## Exercise directions
Transcribe every entry precisely, omitting nothing.

==========

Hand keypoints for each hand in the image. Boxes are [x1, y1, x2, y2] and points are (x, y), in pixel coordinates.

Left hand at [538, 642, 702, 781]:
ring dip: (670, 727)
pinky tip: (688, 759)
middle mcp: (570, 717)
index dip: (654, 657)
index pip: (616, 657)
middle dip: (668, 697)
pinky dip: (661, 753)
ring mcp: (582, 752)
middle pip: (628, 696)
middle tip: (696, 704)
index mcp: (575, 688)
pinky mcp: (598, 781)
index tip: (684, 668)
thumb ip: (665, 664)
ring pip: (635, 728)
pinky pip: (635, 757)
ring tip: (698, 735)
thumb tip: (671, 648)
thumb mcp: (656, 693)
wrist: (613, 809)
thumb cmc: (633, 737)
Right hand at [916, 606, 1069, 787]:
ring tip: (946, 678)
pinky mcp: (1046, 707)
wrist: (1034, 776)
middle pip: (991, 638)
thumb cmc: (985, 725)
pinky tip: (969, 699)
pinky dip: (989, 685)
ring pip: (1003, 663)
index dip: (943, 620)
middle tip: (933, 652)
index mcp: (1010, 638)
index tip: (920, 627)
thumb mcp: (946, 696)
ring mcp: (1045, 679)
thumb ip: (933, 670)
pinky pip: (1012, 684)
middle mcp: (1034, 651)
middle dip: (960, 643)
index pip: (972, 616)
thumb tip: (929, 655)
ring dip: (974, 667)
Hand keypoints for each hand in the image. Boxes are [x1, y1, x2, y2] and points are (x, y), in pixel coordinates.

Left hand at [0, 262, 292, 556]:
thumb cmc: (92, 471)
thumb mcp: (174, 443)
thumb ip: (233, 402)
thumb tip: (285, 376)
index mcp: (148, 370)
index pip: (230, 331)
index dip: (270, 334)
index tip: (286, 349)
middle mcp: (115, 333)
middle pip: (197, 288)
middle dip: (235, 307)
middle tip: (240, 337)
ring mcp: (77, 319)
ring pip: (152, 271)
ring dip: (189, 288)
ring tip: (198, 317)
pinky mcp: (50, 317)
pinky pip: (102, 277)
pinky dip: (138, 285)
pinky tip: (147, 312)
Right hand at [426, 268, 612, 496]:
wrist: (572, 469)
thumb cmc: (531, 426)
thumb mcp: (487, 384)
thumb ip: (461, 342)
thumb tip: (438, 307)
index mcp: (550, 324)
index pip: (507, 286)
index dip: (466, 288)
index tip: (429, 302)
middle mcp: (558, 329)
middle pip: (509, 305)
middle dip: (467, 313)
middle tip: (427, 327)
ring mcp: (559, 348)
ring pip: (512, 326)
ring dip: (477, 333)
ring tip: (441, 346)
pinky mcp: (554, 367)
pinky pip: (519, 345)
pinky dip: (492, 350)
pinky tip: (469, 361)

==========

## Answer to the problem
Hand keypoints for each hand in the image. Boxes are [x1, y1, x2, y2] and points are (x, y), in pixel coordinates.

Left hand at [538, 642, 702, 781]:
ring dip: (670, 727)
pinky tip: (688, 759)
middle mcp: (570, 717)
index dip: (654, 657)
index pip: (616, 657)
middle dip: (668, 697)
pinky dip: (661, 753)
ring mcp: (582, 752)
middle pip: (628, 696)
middle tip: (696, 704)
index mcp: (575, 688)
pinky mcp: (598, 781)
index tip: (684, 668)
thumb ip: (665, 664)
ring pip: (635, 728)
pinky pip: (635, 757)
ring tip: (698, 735)
thumb tip: (671, 648)
thumb mcp: (656, 693)
wrist: (613, 809)
thumb cmc: (633, 737)
Right hand at [916, 606, 1069, 787]:
ring tip: (946, 678)
pinky mcp: (1046, 707)
wrist: (1034, 776)
middle pip: (991, 638)
thumb cmc: (985, 725)
pinky tip: (969, 699)
pinky dip: (989, 685)
ring pip: (1003, 663)
index dip: (943, 620)
middle tip: (933, 652)
index mcp: (1010, 638)
index tip: (920, 627)
thumb mcp: (946, 696)
ring mcp: (1045, 679)
thumb ip: (933, 670)
pinky pip: (1012, 684)
middle mcp: (1034, 651)
middle dip: (960, 643)
index pip: (972, 616)
thumb tip: (929, 655)
ring dip: (974, 667)
Hand keypoints for each hand in the image. Boxes are [x1, y1, x2, y2] and points are (x, y), in pixel coordinates.

Left hand at [0, 262, 292, 556]:
thumb cmc: (92, 471)
thumb mcp: (174, 443)
thumb ip: (233, 402)
thumb tip: (285, 376)
index mcp: (148, 370)
index pip: (230, 331)
index dip: (270, 334)
index tip: (286, 349)
middle mcp: (115, 333)
middle pip: (197, 288)
middle dip: (235, 307)
middle tip: (240, 337)
ring mcp: (77, 319)
ring pip: (152, 271)
ring dip: (189, 288)
ring tip: (198, 317)
pinky mcp: (50, 317)
pinky pip: (102, 277)
pinky dip: (138, 285)
pinky tip: (147, 312)
Right hand at [426, 268, 612, 496]:
wrist: (572, 469)
thumb cmc: (531, 426)
thumb mcp: (487, 384)
thumb ip: (461, 342)
thumb tip: (438, 307)
index mcp: (550, 324)
index pip: (507, 286)
index dip: (466, 288)
index tip: (429, 302)
middle mcp: (558, 329)
middle pip: (509, 305)
middle dip: (467, 313)
middle tip: (427, 327)
ring mcp: (559, 348)
ring pip: (512, 326)
ring dip: (477, 333)
ring tip: (441, 346)
pinky mcp: (554, 367)
pinky pip: (519, 345)
pinky dip: (492, 350)
pinky tip: (469, 361)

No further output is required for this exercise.